In a dispute involving claims of monopolistic violations regarding booking A-list DJ’s at nightclubs, the Defendants did not take any steps to preserve or review text messages on an iPhone for relevance that was lost. Christou v. Beatport, LLC, 2013 U.S. Dist. LEXIS 9034, 36-39 (D. Colo. Jan. 23, 2013).
While the ensuing motion practice did not have the fist-pumping energy of an A-list nightclub, the issue of spoliation sanctions is worthy of a late night freestyle eDiscovery rap battle.
Cueing Up a Litigation Hold
The Plaintiffs served a litigation hold letter on the Defendants at or about the same time as the beginning of the lawsuit in December 2010, which identified text messages as ESI to preserve. Christou, at *36-37.
The Plaintiffs sought an adverse jury instruction for the failed preservation of text messages, because 1) the Defendants took no steps to preserve the text messages on the Defendant’s iPhone; 2) Defendants did not disclose any text messages in their May 2011 discovery responses; and 3) The Defendant claimed that he lost his iPhone in August 2011, thus also loosing and any text messages saved on it. Christou, at *37.
Spinning Relevance and Review
The Defendants argued whether any relevant text messages were lost pertaining to the litigation was “sheer speculation,” because the Defendant did not use text messages to book DJ’s. Id.
The Defendants also argued that they “responded fully” to the May 19, 2011 discovery, thus “showing” that there were no responsive text messages.
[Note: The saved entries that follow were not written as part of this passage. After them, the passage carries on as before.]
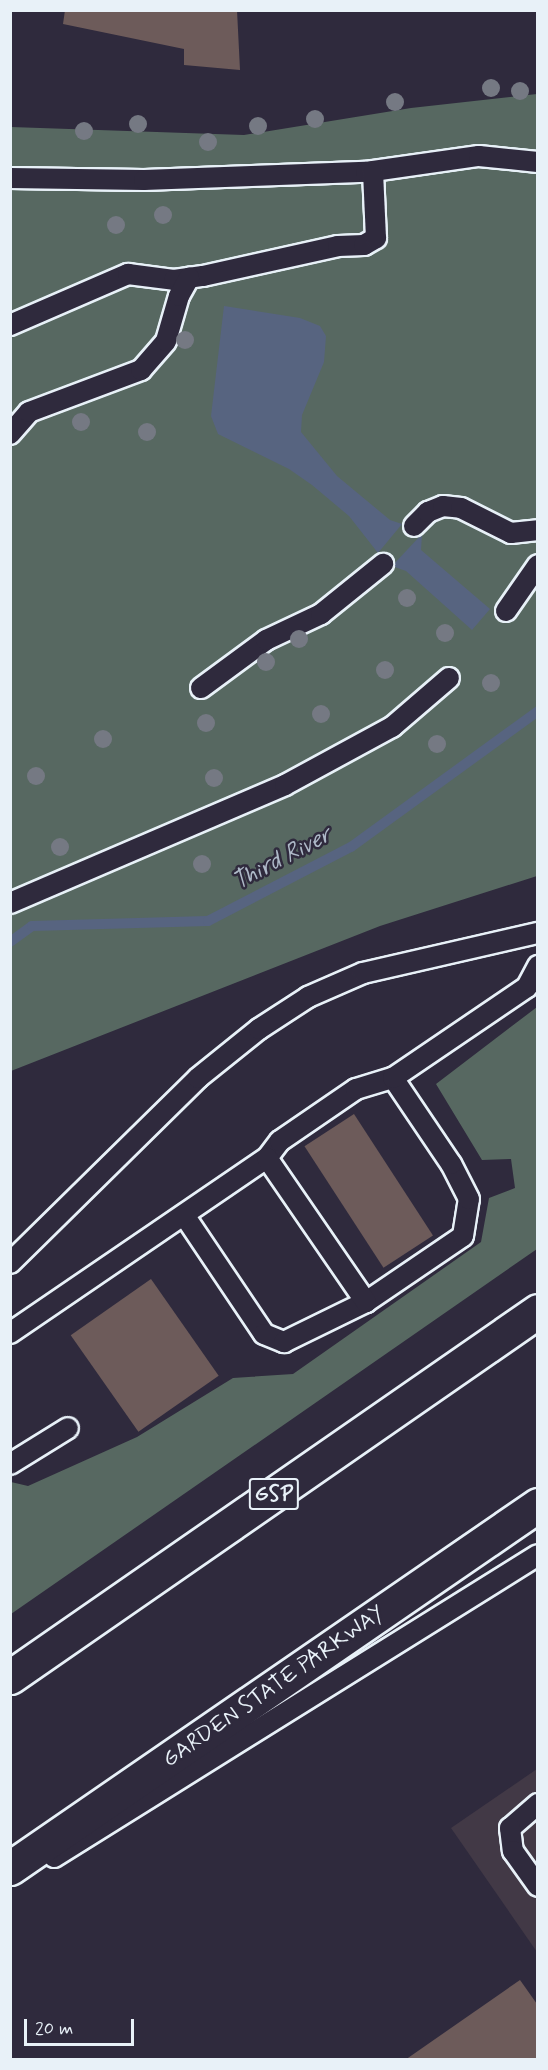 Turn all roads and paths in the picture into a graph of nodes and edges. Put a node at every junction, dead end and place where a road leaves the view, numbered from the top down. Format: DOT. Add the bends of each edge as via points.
graph roads {
  1 [pos="537,162"];
  2 [pos="373,171"];
  3 [pos="10,178"];
  4 [pos="189,278"];
  5 [pos="10,326"];
  6 [pos="10,434"];
  7 [pos="414,526"];
  8 [pos="537,530"];
  9 [pos="382,564"];
  10 [pos="537,565"];
  11 [pos="506,610"];
  12 [pos="449,678"];
  13 [pos="201,688"];
  14 [pos="10,903"];
  15 [pos="537,933"];
  16 [pos="537,966"];
  17 [pos="393,1078"];
  18 [pos="267,1158"];
  19 [pos="184,1215"];
  20 [pos="10,1263"];
  21 [pos="366,1302"];
  22 [pos="537,1311"];
  23 [pos="10,1333"];
  24 [pos="68,1428"];
  25 [pos="10,1464"];
  26 [pos="537,1506"];
  27 [pos="537,1555"];
  28 [pos="10,1677"];
  29 [pos="537,1804"];
  30 [pos="10,1868"];
  31 [pos="10,1884"];
  32 [pos="537,1886"];
  1 -- 2 [label="lane" via="479,156"];
  2 -- 3 [label="lane" via="155,180"];
  2 -- 4 [label="lane" via="376,238 364,245 338,246"];
  4 -- 5 [label="lane" via="128,274"];
  4 -- 6 [label="lane" via="179,296 166,341 141,370 29,412"];
  7 -- 8 [label="lane" via="428,512 443,506 461,508 511,533"];
  9 -- 13 [label="lane" via="321,614 266,640"];
  10 -- 11 [label="lane"];
  12 -- 14 [label="lane" via="392,727 295,780"];
  15 -- 20 [label="lane" via="363,973 308,996 198,1078"];
  16 -- 17 [label="lane" via="526,987"];
  17 -- 18 [label="lane" via="356,1089 280,1141"];
  17 -- 21 [label="lane" via="451,1164 469,1199 463,1236"];
  18 -- 19 [label="lane"];
  18 -- 21 [label="lane"];
  19 -- 21 [label="lane" via="264,1334 284,1342"];
  19 -- 23 [label="lane"];
  22 -- 28 [label="highway, GSP"];
  24 -- 25 [label="lane"];
  26 -- 30 [label="highway, GARDEN STATE PARKWAY"];
  27 -- 31 [label="lane"];
  29 -- 32 [label="lane" via="510,1828 513,1851"];
} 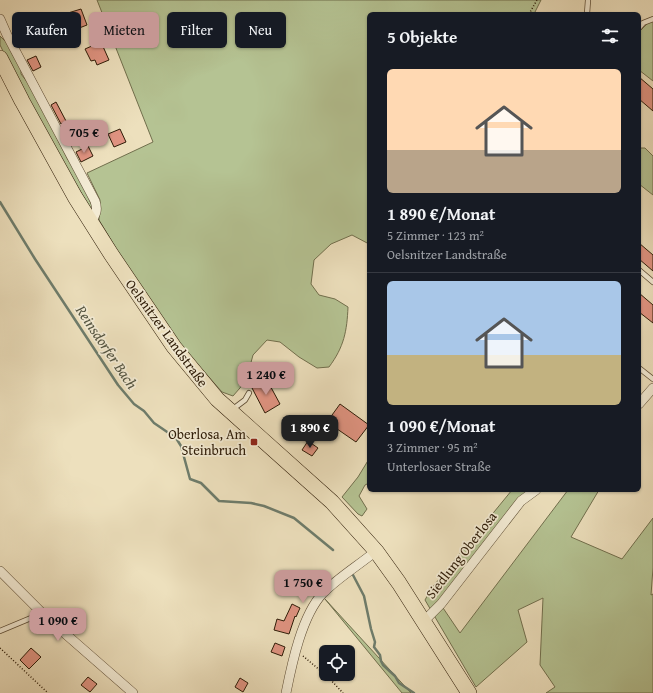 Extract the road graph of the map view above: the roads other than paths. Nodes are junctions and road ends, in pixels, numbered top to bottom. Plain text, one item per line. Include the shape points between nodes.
1 (588, 0) edge
2 (587, 12) edge
3 (653, 18) edge
4 (0, 19) edge
5 (641, 26) edge
6 (0, 60) edge
7 (91, 222) junction
8 (641, 272) edge
9 (653, 282) edge
10 (641, 370) edge
11 (653, 379) edge
12 (653, 388) edge
13 (249, 393) dead end
14 (641, 402) edge
15 (230, 411) junction
16 (533, 492) edge
17 (376, 551) junction
18 (0, 571) edge
19 (43, 613) junction
20 (424, 621) junction
21 (0, 630) edge
22 (133, 693) edge
23 (286, 693) edge
24 (469, 693) edge

1 - 2 lane
3 - 5 lane
4 - 7 street via 95,201 98,208
6 - 7 main road, Oelsnitzer Landstraße
7 - 15 main road, Oelsnitzer Landstraße via 174,347
8 - 9 lane
10 - 11 lane
12 - 14 street
13 - 15 lane via 245,400
15 - 17 main road, Oelsnitzer Landstraße via 332,502
16 - 20 street, Siedlung Oberlosa via 521,501 441,604
17 - 20 main road, Oelsnitzer Landstraße
17 - 23 street via 336,581 316,602 300,638
18 - 19 street
19 - 21 lane
19 - 22 street
20 - 24 main road, Oelsnitzer Landstraße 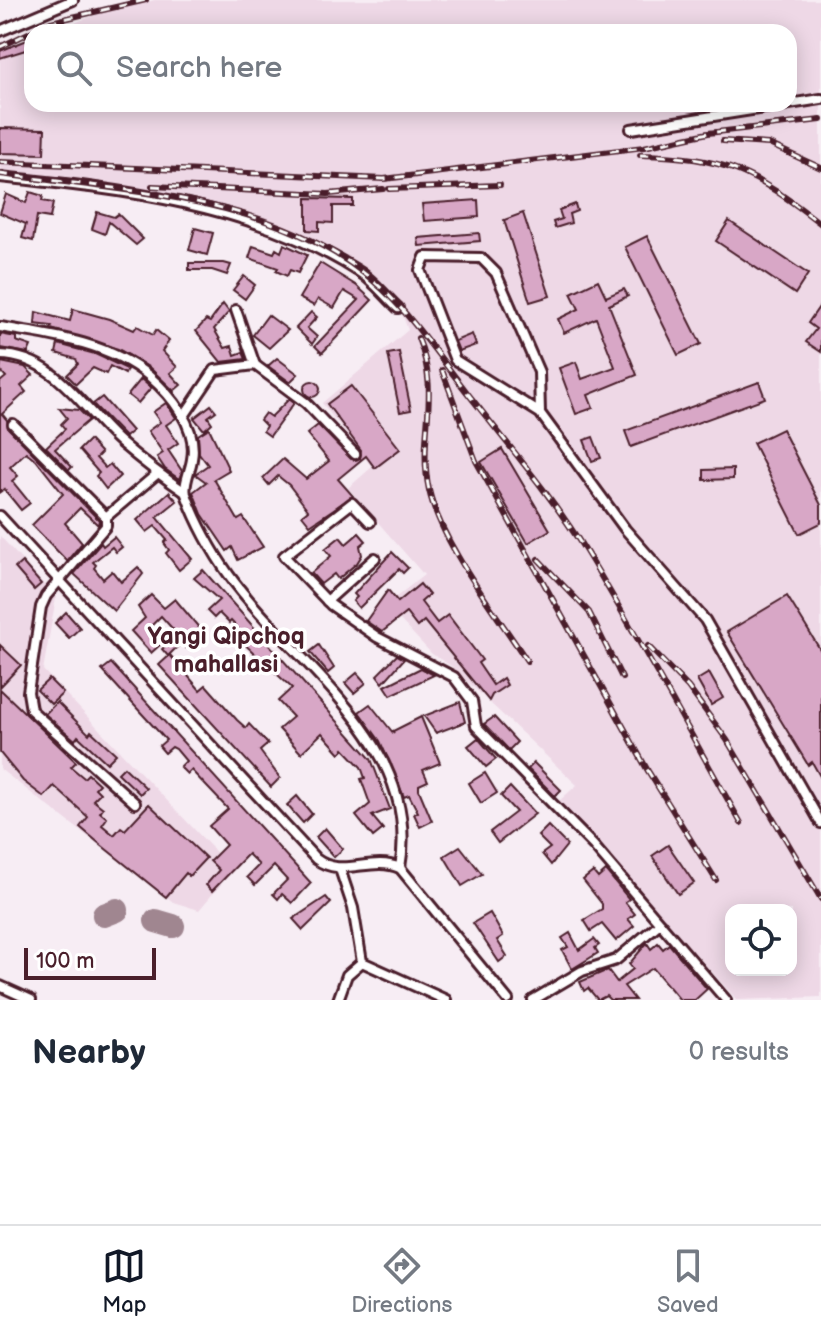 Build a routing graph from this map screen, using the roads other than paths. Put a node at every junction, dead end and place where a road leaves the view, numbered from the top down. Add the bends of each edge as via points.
1 (39, 0) edge
2 (73, 0) edge
3 (43, 12) junction
4 (0, 31) edge
5 (821, 99) edge
6 (797, 103) edge
7 (739, 112) edge
8 (631, 129) dead end
9 (0, 177) edge
10 (398, 308) dead end
11 (236, 310) dead end
12 (0, 327) edge
13 (0, 355) edge
14 (255, 365) junction
15 (540, 413) junction
16 (184, 416) junction
17 (13, 424) dead end
18 (355, 454) dead end
19 (158, 473) junction
20 (185, 492) junction
21 (0, 516) edge
22 (106, 517) junction
23 (370, 522) dead end
24 (375, 558) dead end
25 (59, 578) junction
26 (327, 601) junction
27 (135, 803) dead end
28 (821, 823) edge
29 (400, 868) junction
30 (340, 869) junction
31 (660, 923) junction
32 (362, 962) junction
33 (0, 986) edge
34 (31, 1000) edge
35 (338, 1000) edge
36 (446, 1000) edge
37 (508, 1000) edge
38 (533, 1000) edge
39 (726, 1000) edge

1 - 3 street
2 - 3 street
3 - 4 street
5 - 6 street
7 - 8 street
9 - 10 street via 201,206 294,236 361,272
11 - 14 street
12 - 16 street via 83,342 147,375
13 - 19 street via 57,375 121,443
14 - 16 street via 215,370
14 - 18 street via 306,403
15 - 15 street via 539,372 496,273 481,258 425,257 420,270 455,360
15 - 28 street via 625,529 705,620
16 - 20 street via 193,454
17 - 22 street
19 - 20 street
19 - 22 street
20 - 29 street via 230,577 386,763 404,818
21 - 25 street
22 - 25 street via 106,526
23 - 26 street via 352,503 284,556
24 - 26 street
25 - 27 street via 41,607 28,692 31,710
25 - 30 street via 311,854
26 - 31 street via 377,637 454,677 472,701 476,726 593,845
29 - 30 street via 376,862
29 - 37 street
30 - 32 street
31 - 38 street via 616,960 582,971
31 - 39 street
32 - 35 street via 347,975
32 - 36 street
33 - 34 street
Id.
The Court stated that the Defendant’s claim he “did not use texting to book DJ’s is hardly proof that his text messages did not contain relevant evidence.” Id.
The Court turned up the volume on the fact that just because the Defendants stated that they “found no responsive text messages,” did not address whether defense counsel reviewed the Defendant’s text messages and determined that the text messages “contained nothing of relevance.” Christou, at *37-38.
Setting the Master Level on Sanctions
The Court explained that spoliation sanctions are proper when “(1) a party has a duty to preserve evidence because it knew, or should have known, that litigation was imminent, and (2) the adverse party was prejudiced by the destruction of the evidence.” Christou, at *38, citing Turner v. Public Serv. Co. of Colorado, 563 F.3d 1136, 1149 (10th Cir. 2009) (quoting Burlington N. & Santa Fe Ry. Co. v. Grant, 505 F.3d 1013, 1032 (10th Cir. 2007)).
The Court found the Defendants had a duty to preserve the text messages, which they did not do. Christou, at *38.
Moreover, the Court held, “Those text messages, few as they might have been, should have been preserved and either provided to the plaintiffs or potentially made the subject of further proceedings before the Court.” Id.
The Court had no reason to believe the phone was not lost on accident or the failure to preserve was just negligent. Christou, at *38-39.
However, the Court had to determine an appropriate sanction. The Court explained:
A commercial party represented by experienced and highly sophisticated counsel cannot disregard the duty to preserve potentially relevant documents when a case like this is filed. However, an adverse jury instruction is too harsh and is unwarranted as a sanction for the negligent “spoliation” of evidence in the circumstances presented here.
Christou, at *39.
The Court mixed the following sanction: The Plaintiffs could introduce the litigation hold letter and that the Defendants failed to preserve the text messages. Id. Further, the Plaintiffs could “argue whatever inference they hope the jury will draw.” Id. Additionally, the Defendants could offer admissible evidence to explain the loss and argue that no “adverse inference should be drawn.” Id.
Bow Tie Thoughts
The duty to preserve and mobile devices can potentially give lawyers serious stress. Attorneys should discuss with clients how they use technology, how they communicate and involve consultants in ensuring the preservation of relevant ESI. Additionally, if a litigation hold letter specifies a type of data, it is advisable to conduct a reasonable investigation whether any relevant information exists on the identified media.
Litigation hold letters can be multiple page lists including every possible form of ESI known to man. While no one wants data to go missing, or to not include a possible data source, it is always a good plan for parties to meet and confer over possible data sources to narrow what data needs to be preserved and collected.
Finally, it is important to remember data can exist in multiple locations. While a smartphone such as an iPhone might be lost, the text messages might be backed-up on a computer when the iPhone was synced. It is also worth investigating whether the text messages were iMessages that possibly could be backed-up in iCloud.